(THE INPUT begins)

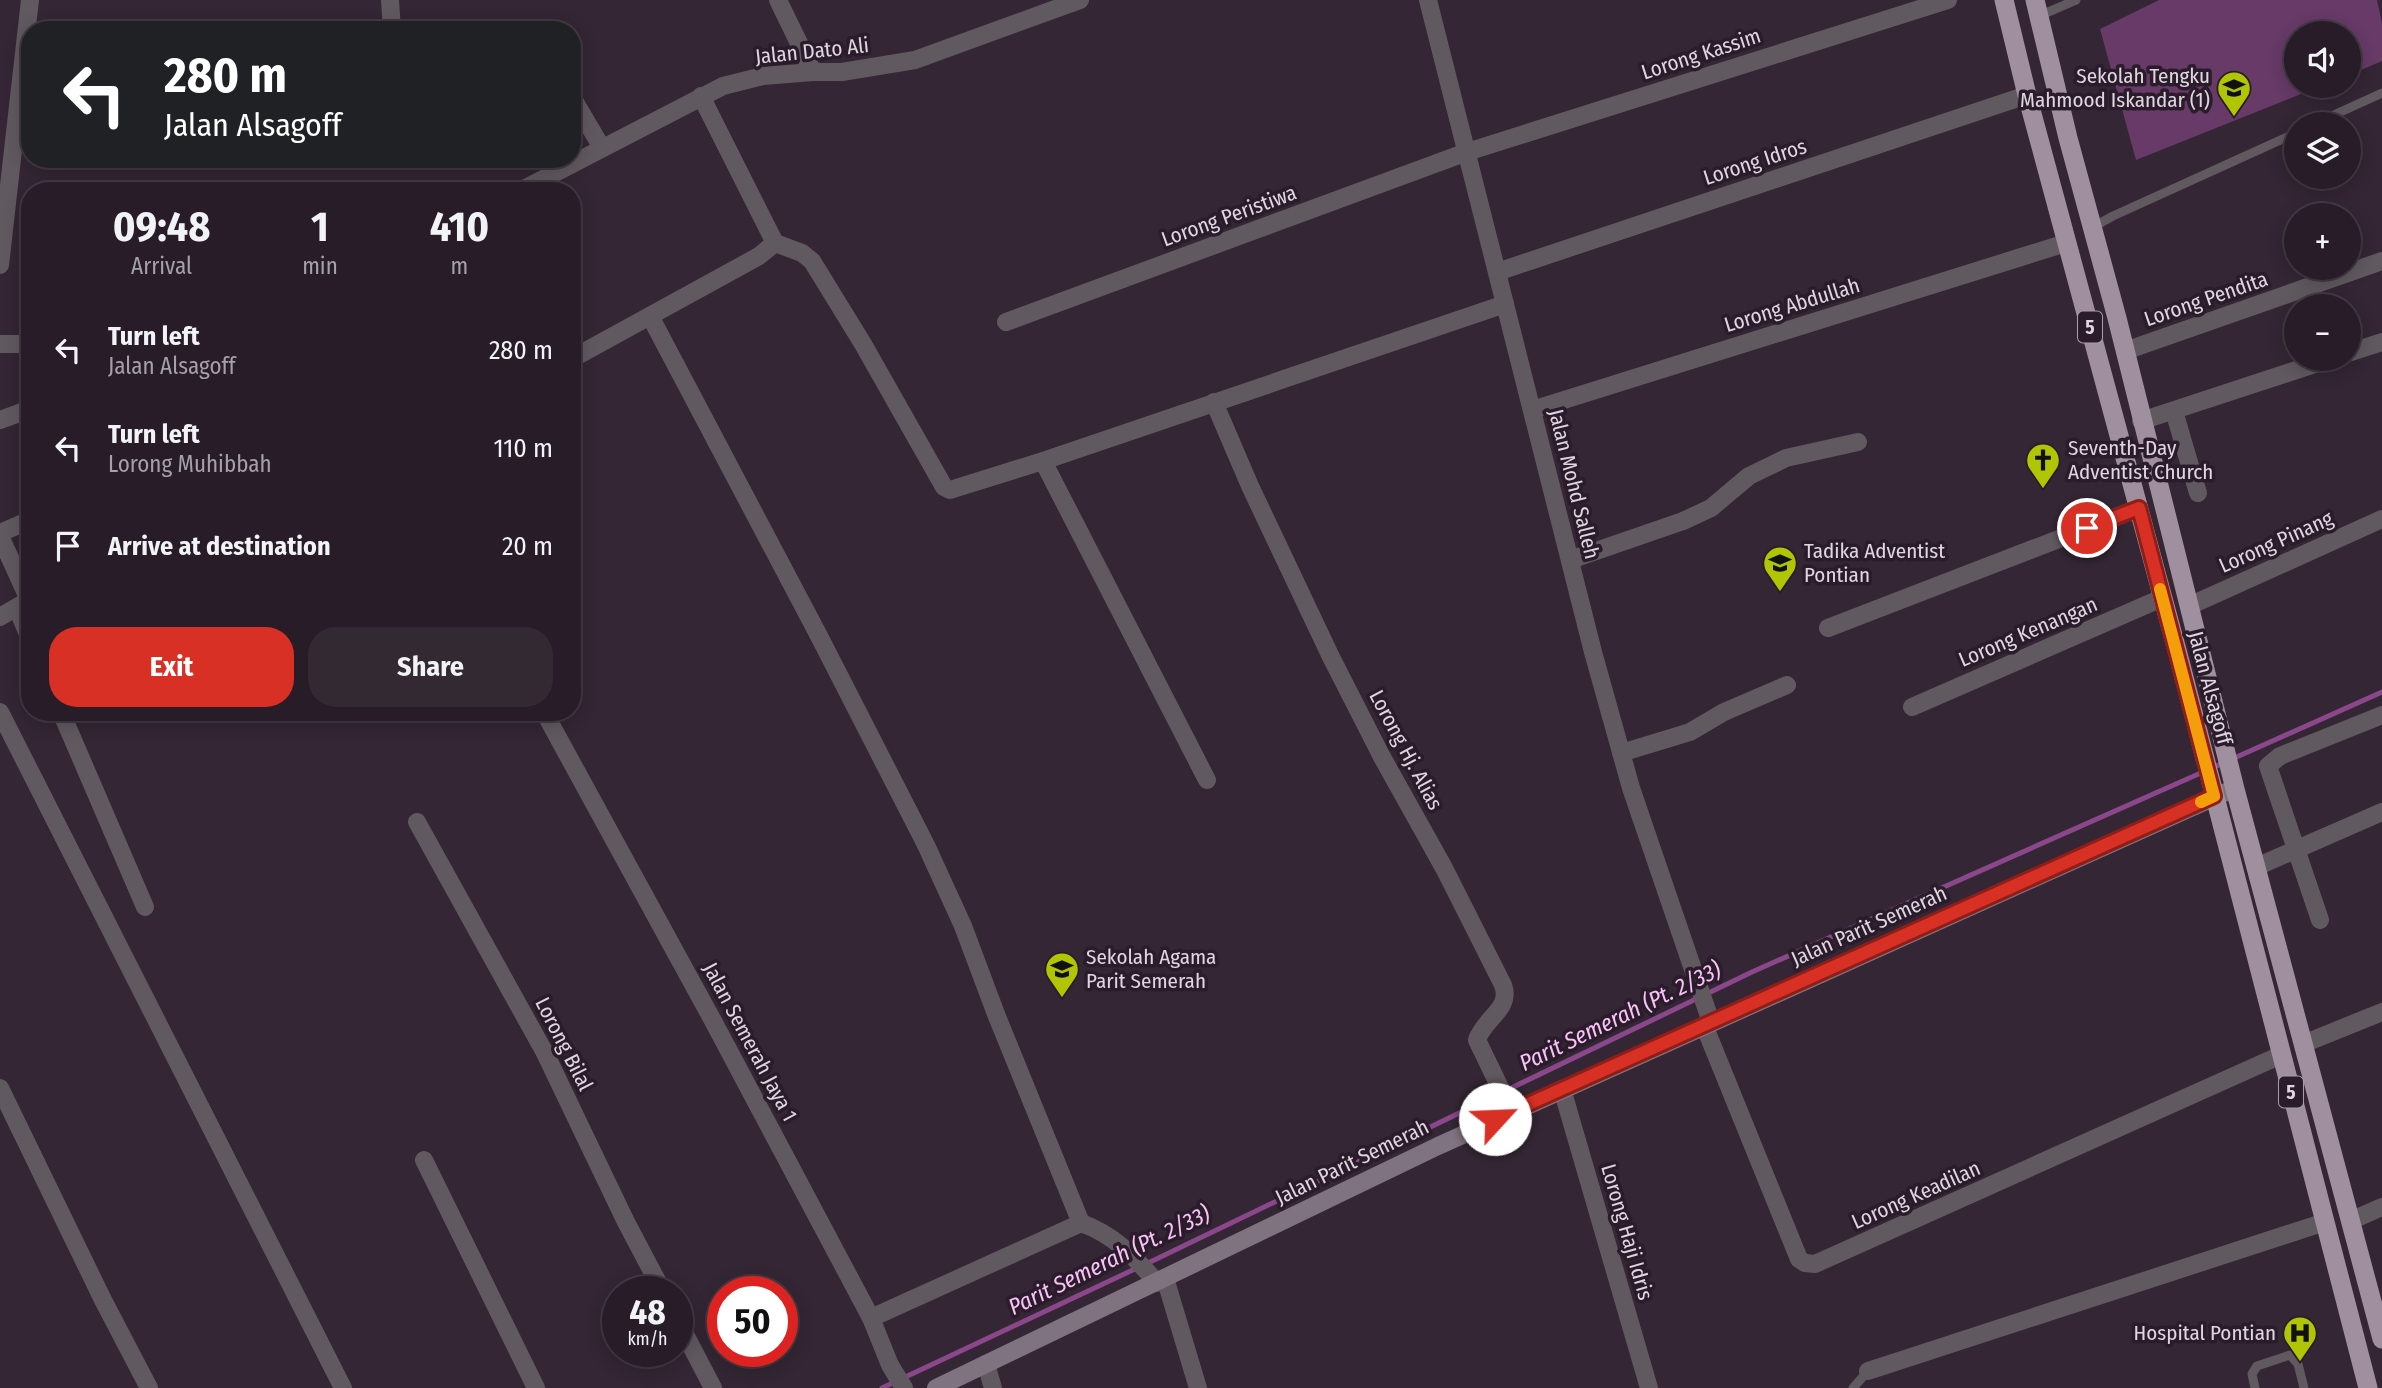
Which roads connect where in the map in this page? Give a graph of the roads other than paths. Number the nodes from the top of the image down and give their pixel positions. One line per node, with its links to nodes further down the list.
1 (30, 0): 10 (street)
2 (390, 0): 11 (street)
3 (778, 0): 12 (street)
4 (1080, 0): 12 (street, Jalan Dato Ali)
5 (1428, 0): 21 (street, Jalan Mohd Salleh)
6 (1948, 0): 21 (street, Lorong Kassim)
7 (2004, 0): 14 (highway, Jalan Alsagoff / 5)
8 (2076, 0): 9 (lane)
9 (2037, 8): 25 (highway, Jalan Alsagoff / 5)
10 (29, 21)
11 (391, 21)
12 (813, 72): 15 (street, Jalan Dato Ali)
13 (2382, 93): 18 (lane)
14 (2027, 95): 27 (highway, Jalan Alsagoff / 5); 30 (street, Lorong Idros)
15 (701, 96): 20 (street, Jalan Dato Ali); 26 (street)
16 (21, 112): 29 (street)
17 (581, 112): 20 (street)
18 (2340, 112)
19 (2284, 138): 25 (lane)
20 (602, 148): 22 (street, Jalan Dato Ali)
21 (1467, 152): 30 (street, Jalan Mohd Salleh); 33 (street, Lorong Peristiwa)
22 (581, 159)
23 (564, 168): 24 (street, Jalan Dato Ali)
24 (537, 182)
25 (2093, 227): 38 (highway, Jalan Alsagoff / 5)
26 (775, 243): 32 (street); 48 (street)
27 (2066, 243): 42 (street, Lorong Abdullah); 50 (highway, Jalan Alsagoff / 5)
28 (2382, 261): 38 (street, Lorong Pendita)
29 (0, 265)
30 (1497, 272): 31 (street, Jalan Mohd Salleh)
31 (1505, 304): 41 (street); 42 (street, Jalan Mohd Salleh)
32 (650, 316): 39 (street); 88 (street)
33 (1006, 322)
34 (2382, 342): 37 (street)
35 (0, 344): 36 (street)
36 (21, 344)
37 (2361, 349)
38 (2125, 351): 46 (highway, Jalan Alsagoff / 5)
39 (581, 354)
40 (2294, 371): 43 (street)
41 (1214, 402): 48 (street); 83 (street, Lorong Hj. Alias)
42 (1532, 410): 54 (street, Jalan Mohd Salleh)
43 (2174, 411): 46 (street); 49 (street)
44 (21, 412): 45 (street)
45 (0, 420)
46 (2141, 421): 58 (highway, Jalan Alsagoff / 5)
47 (1858, 442): 54 (street)
48 (1043, 461): 68 (street)
49 (2198, 493)
50 (2139, 508): 56 (highway, Jalan Alsagoff / 5); 60 (street)
51 (2382, 519): 58 (street, Lorong Pinang)
52 (21, 524): 53 (street)
53 (0, 534): 55 (street)
54 (1570, 560): 67 (street, Jalan Mohd Salleh)
55 (21, 592)
56 (2162, 598): 62 (street, Lorong Kenangan); 70 (highway, Jalan Alsagoff / 5)
57 (21, 605): 59 (street)
58 (2189, 606): 69 (highway, Jalan Alsagoff / 5)
59 (0, 617)
60 (1828, 628)
61 (1787, 685): 67 (street)
62 (1912, 707)
63 (0, 712): 97 (street)
64 (2382, 715): 73 (street)
65 (65, 721): 75 (street)
66 (549, 721): 91 (street, Jalan Semerah Jaya 1)
67 (1621, 753): 78 (street, Jalan Mohd Salleh)
68 (1207, 779)
69 (2233, 784): 70 (main road, Jalan Parit Semerah); 74 (highway, Jalan Alsagoff / 5)
70 (2212, 788): 78 (main road, Jalan Parit Semerah); 80 (highway, Jalan Alsagoff / 5)
71 (2382, 812): 73 (street)
72 (417, 822): 89 (street, Lorong Bilal)
73 (2298, 849): 74 (street); 76 (street)
74 (2256, 867): 79 (highway, Jalan Alsagoff / 5)
75 (145, 907)
76 (2320, 920)
77 (2382, 1012): 79 (street)
78 (1707, 1023): 80 (street, Lorong Keadilan); 82 (main road, Jalan Parit Semerah)
79 (2303, 1044): 86 (highway, Jalan Alsagoff / 5)
80 (2281, 1055): 87 (highway, Jalan Alsagoff / 5)
81 (0, 1088): 96 (street)
82 (1562, 1089): 83 (main road, Jalan Parit Semerah); 104 (street, Lorong Haji Idris)
83 (1509, 1103): 90 (main road, Jalan Parit Semerah)
84 (424, 1160): 98 (street)
85 (2382, 1207): 86 (street)
86 (2350, 1221): 92 (highway, Jalan Alsagoff / 5)
87 (2325, 1222): 95 (street); 108 (highway, Jalan Alsagoff / 5)
88 (1080, 1223): 90 (street); 91 (street)
89 (655, 1276)
90 (1161, 1280): 94 (main road, Jalan Parit Semerah); 103 (street)
91 (871, 1318): 100 (street, Jalan Semerah Jaya 1)
92 (2382, 1339)
93 (693, 1350): 99 (street)
94 (986, 1364): 101 (main road, Jalan Parit Semerah); 102 (street)
95 (1868, 1371): 105 (lane)
96 (149, 1388)
97 (343, 1388)
98 (536, 1388)
99 (713, 1388)
100 (904, 1388)
101 (936, 1388)
102 (993, 1388)
103 (1198, 1388)
104 (1649, 1388)
105 (1853, 1388)
106 (2255, 1388): 107 (lane)
107 (2304, 1388)
108 (2368, 1388)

(THE INPUT ends)

**AIM OF THE TASK:**
Repeat the records above exactly. Pictures do not belong in the copy.

**TASK OUTPUT:**
Which roads connect where in the map in this page? Give a graph of the roads other than paths. Number the nodes from the top of the image down and give their pixel positions. One line per node, with its links to nodes further down the list.
1 (30, 0): 10 (street)
2 (390, 0): 11 (street)
3 (778, 0): 12 (street)
4 (1080, 0): 12 (street, Jalan Dato Ali)
5 (1428, 0): 21 (street, Jalan Mohd Salleh)
6 (1948, 0): 21 (street, Lorong Kassim)
7 (2004, 0): 14 (highway, Jalan Alsagoff / 5)
8 (2076, 0): 9 (lane)
9 (2037, 8): 25 (highway, Jalan Alsagoff / 5)
10 (29, 21)
11 (391, 21)
12 (813, 72): 15 (street, Jalan Dato Ali)
13 (2382, 93): 18 (lane)
14 (2027, 95): 27 (highway, Jalan Alsagoff / 5); 30 (street, Lorong Idros)
15 (701, 96): 20 (street, Jalan Dato Ali); 26 (street)
16 (21, 112): 29 (street)
17 (581, 112): 20 (street)
18 (2340, 112)
19 (2284, 138): 25 (lane)
20 (602, 148): 22 (street, Jalan Dato Ali)
21 (1467, 152): 30 (street, Jalan Mohd Salleh); 33 (street, Lorong Peristiwa)
22 (581, 159)
23 (564, 168): 24 (street, Jalan Dato Ali)
24 (537, 182)
25 (2093, 227): 38 (highway, Jalan Alsagoff / 5)
26 (775, 243): 32 (street); 48 (street)
27 (2066, 243): 42 (street, Lorong Abdullah); 50 (highway, Jalan Alsagoff / 5)
28 (2382, 261): 38 (street, Lorong Pendita)
29 (0, 265)
30 (1497, 272): 31 (street, Jalan Mohd Salleh)
31 (1505, 304): 41 (street); 42 (street, Jalan Mohd Salleh)
32 (650, 316): 39 (street); 88 (street)
33 (1006, 322)
34 (2382, 342): 37 (street)
35 (0, 344): 36 (street)
36 (21, 344)
37 (2361, 349)
38 (2125, 351): 46 (highway, Jalan Alsagoff / 5)
39 (581, 354)
40 (2294, 371): 43 (street)
41 (1214, 402): 48 (street); 83 (street, Lorong Hj. Alias)
42 (1532, 410): 54 (street, Jalan Mohd Salleh)
43 (2174, 411): 46 (street); 49 (street)
44 (21, 412): 45 (street)
45 (0, 420)
46 (2141, 421): 58 (highway, Jalan Alsagoff / 5)
47 (1858, 442): 54 (street)
48 (1043, 461): 68 (street)
49 (2198, 493)
50 (2139, 508): 56 (highway, Jalan Alsagoff / 5); 60 (street)
51 (2382, 519): 58 (street, Lorong Pinang)
52 (21, 524): 53 (street)
53 (0, 534): 55 (street)
54 (1570, 560): 67 (street, Jalan Mohd Salleh)
55 (21, 592)
56 (2162, 598): 62 (street, Lorong Kenangan); 70 (highway, Jalan Alsagoff / 5)
57 (21, 605): 59 (street)
58 (2189, 606): 69 (highway, Jalan Alsagoff / 5)
59 (0, 617)
60 (1828, 628)
61 (1787, 685): 67 (street)
62 (1912, 707)
63 (0, 712): 97 (street)
64 (2382, 715): 73 (street)
65 (65, 721): 75 (street)
66 (549, 721): 91 (street, Jalan Semerah Jaya 1)
67 (1621, 753): 78 (street, Jalan Mohd Salleh)
68 (1207, 779)
69 (2233, 784): 70 (main road, Jalan Parit Semerah); 74 (highway, Jalan Alsagoff / 5)
70 (2212, 788): 78 (main road, Jalan Parit Semerah); 80 (highway, Jalan Alsagoff / 5)
71 (2382, 812): 73 (street)
72 (417, 822): 89 (street, Lorong Bilal)
73 (2298, 849): 74 (street); 76 (street)
74 (2256, 867): 79 (highway, Jalan Alsagoff / 5)
75 (145, 907)
76 (2320, 920)
77 (2382, 1012): 79 (street)
78 (1707, 1023): 80 (street, Lorong Keadilan); 82 (main road, Jalan Parit Semerah)
79 (2303, 1044): 86 (highway, Jalan Alsagoff / 5)
80 (2281, 1055): 87 (highway, Jalan Alsagoff / 5)
81 (0, 1088): 96 (street)
82 (1562, 1089): 83 (main road, Jalan Parit Semerah); 104 (street, Lorong Haji Idris)
83 (1509, 1103): 90 (main road, Jalan Parit Semerah)
84 (424, 1160): 98 (street)
85 (2382, 1207): 86 (street)
86 (2350, 1221): 92 (highway, Jalan Alsagoff / 5)
87 (2325, 1222): 95 (street); 108 (highway, Jalan Alsagoff / 5)
88 (1080, 1223): 90 (street); 91 (street)
89 (655, 1276)
90 (1161, 1280): 94 (main road, Jalan Parit Semerah); 103 (street)
91 (871, 1318): 100 (street, Jalan Semerah Jaya 1)
92 (2382, 1339)
93 (693, 1350): 99 (street)
94 (986, 1364): 101 (main road, Jalan Parit Semerah); 102 (street)
95 (1868, 1371): 105 (lane)
96 (149, 1388)
97 (343, 1388)
98 (536, 1388)
99 (713, 1388)
100 (904, 1388)
101 (936, 1388)
102 (993, 1388)
103 (1198, 1388)
104 (1649, 1388)
105 (1853, 1388)
106 (2255, 1388): 107 (lane)
107 (2304, 1388)
108 (2368, 1388)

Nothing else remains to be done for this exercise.